Among the 10 percent of Indiana voters who are white and said race was important in their choice, 79 percent voted for Clinton. Among the 15 percent who said gender of the candidate was important, two-thirds of them women, 62 percent voted for Clinton. Among the 44 percent who defined themselves as moderates, Clinton won 53-46. Among the 23 percent who said they are independents, Obama won 53-47. Among the 11 percent who are Republicans, Clinton won 53-45.

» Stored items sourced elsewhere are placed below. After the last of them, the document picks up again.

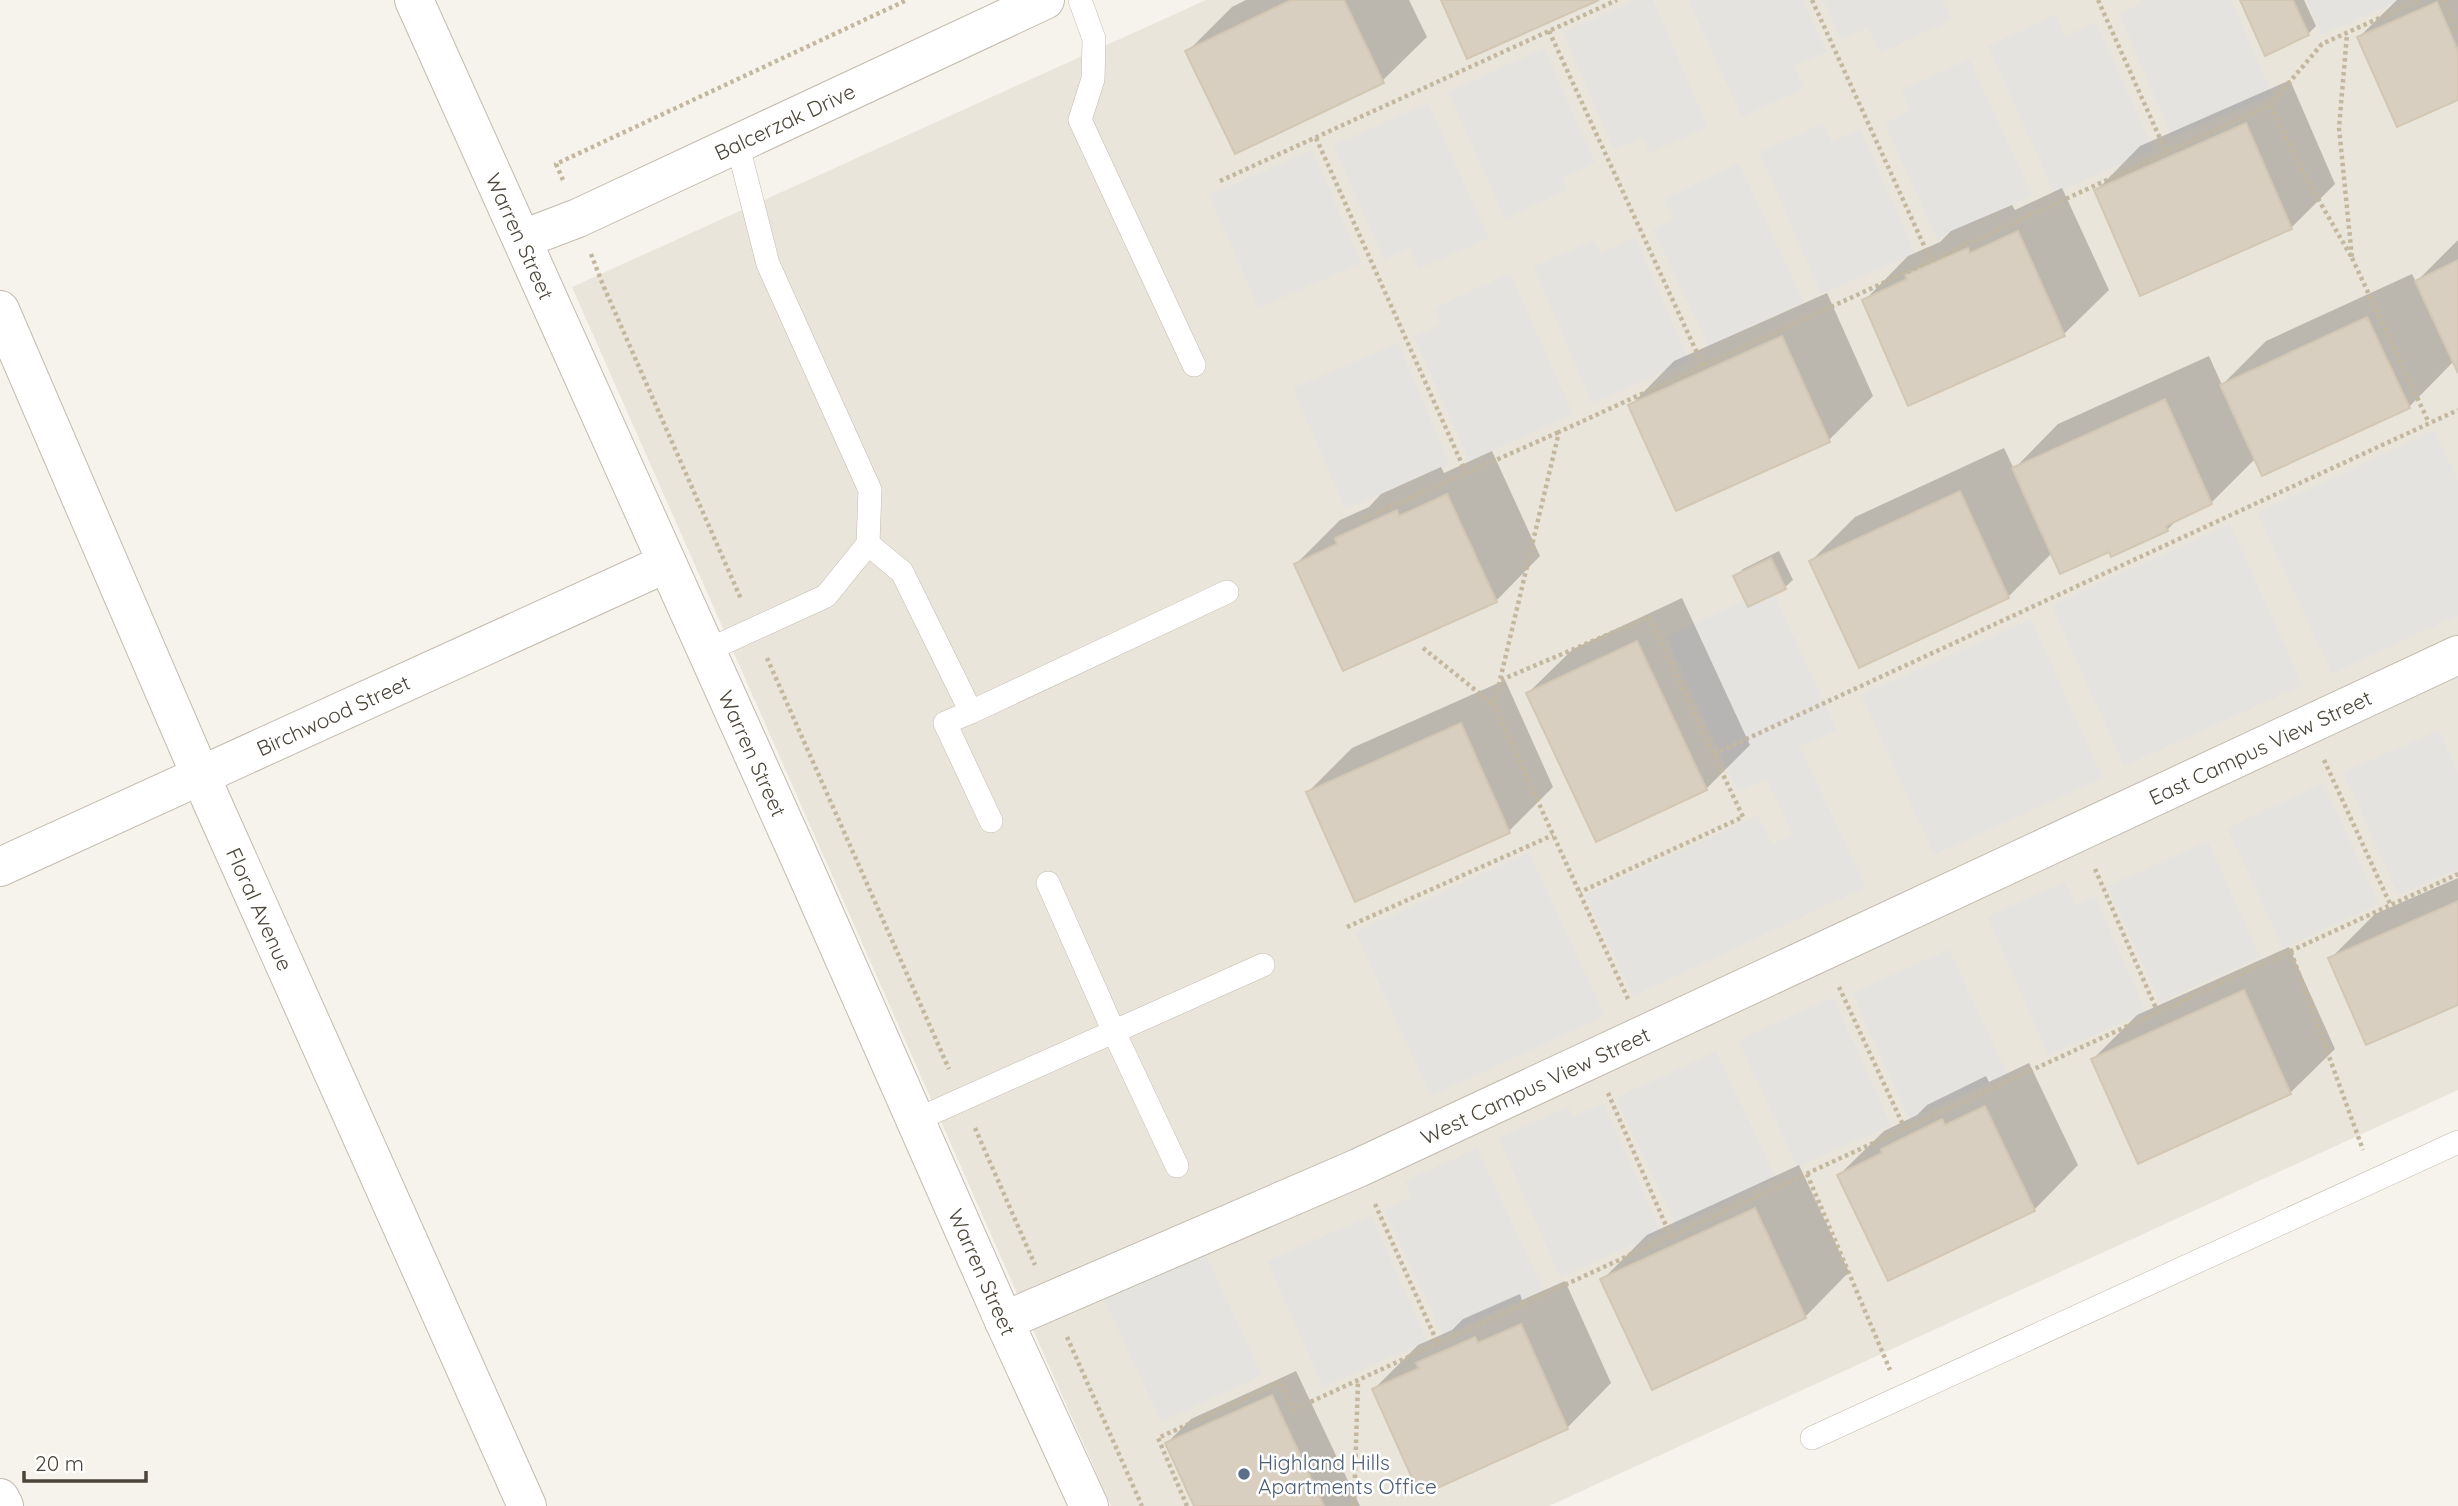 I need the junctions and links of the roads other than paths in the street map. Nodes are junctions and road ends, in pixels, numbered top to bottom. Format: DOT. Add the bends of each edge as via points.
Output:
graph roads {
  1 [pos="414,0"];
  2 [pos="1045,0"];
  3 [pos="1080,0"];
  4 [pos="737,142"];
  5 [pos="523,239"];
  6 [pos="0,310"];
  7 [pos="1194,365"];
  8 [pos="869,544"];
  9 [pos="667,563"];
  10 [pos="1227,592"];
  11 [pos="706,650"];
  12 [pos="2458,655"];
  13 [pos="971,712"];
  14 [pos="201,776"];
  15 [pos="991,821"];
  16 [pos="2070,836"];
  17 [pos="0,867"];
  18 [pos="1048,883"];
  19 [pos="1263,965"];
  20 [pos="1114,1032"];
  21 [pos="916,1120"];
  22 [pos="2458,1142"];
  23 [pos="1177,1166"];
  24 [pos="1004,1321"];
  25 [pos="1812,1438"];
  26 [pos="0,1498"];
  27 [pos="4,1506"];
  28 [pos="527,1506"];
  29 [pos="1089,1506"];
  1 -- 5 [label="street, Warren Street"];
  2 -- 4 [label="street, Balcerzak Drive"];
  3 -- 7 [label="lane" via="1094,39 1093,79 1080,120"];
  4 -- 5 [label="street, Balcerzak Drive" via="578,218"];
  4 -- 8 [label="lane" via="768,264 870,490"];
  5 -- 9 [label="street, Warren Street"];
  6 -- 14 [label="street, Floral Avenue"];
  8 -- 11 [label="lane" via="826,596"];
  8 -- 13 [label="lane" via="902,572"];
  9 -- 11 [label="street, Warren Street"];
  9 -- 14 [label="street, Birchwood Street"];
  10 -- 13 [label="lane"];
  11 -- 21 [label="street, Warren Street"];
  12 -- 16 [label="street, East Campus View Street"];
  13 -- 15 [label="lane" via="945,723"];
  14 -- 17 [label="street, Birchwood Street"];
  14 -- 28 [label="street, Floral Avenue"];
  16 -- 24 [label="street, West Campus View Street" via="1358,1168"];
  18 -- 20 [label="lane"];
  19 -- 20 [label="lane"];
  20 -- 21 [label="lane"];
  20 -- 23 [label="lane"];
  21 -- 24 [label="street, Warren Street"];
  22 -- 25 [label="lane"];
  24 -- 29 [label="street, Warren Street"];
  26 -- 27 [label="street"];
}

In North Carolina, race was important to 17 percent of voters, about evenly divided between white and black. Those blacks chose Obama by 93 to 6 and the whites chose Clinton by 60-35 -- the same result found among the slightly more than half of whites who said race was not important. Twenty percent of Tar Heel voters said gender was important, and Obama won 53 percent of them, carrying both men and women in that group -- indicating that while they said gender was important, it was not a deciding factor for most. The result may also reflect a resistance among Southern rural voters, black and white, to a woman as commander in chief.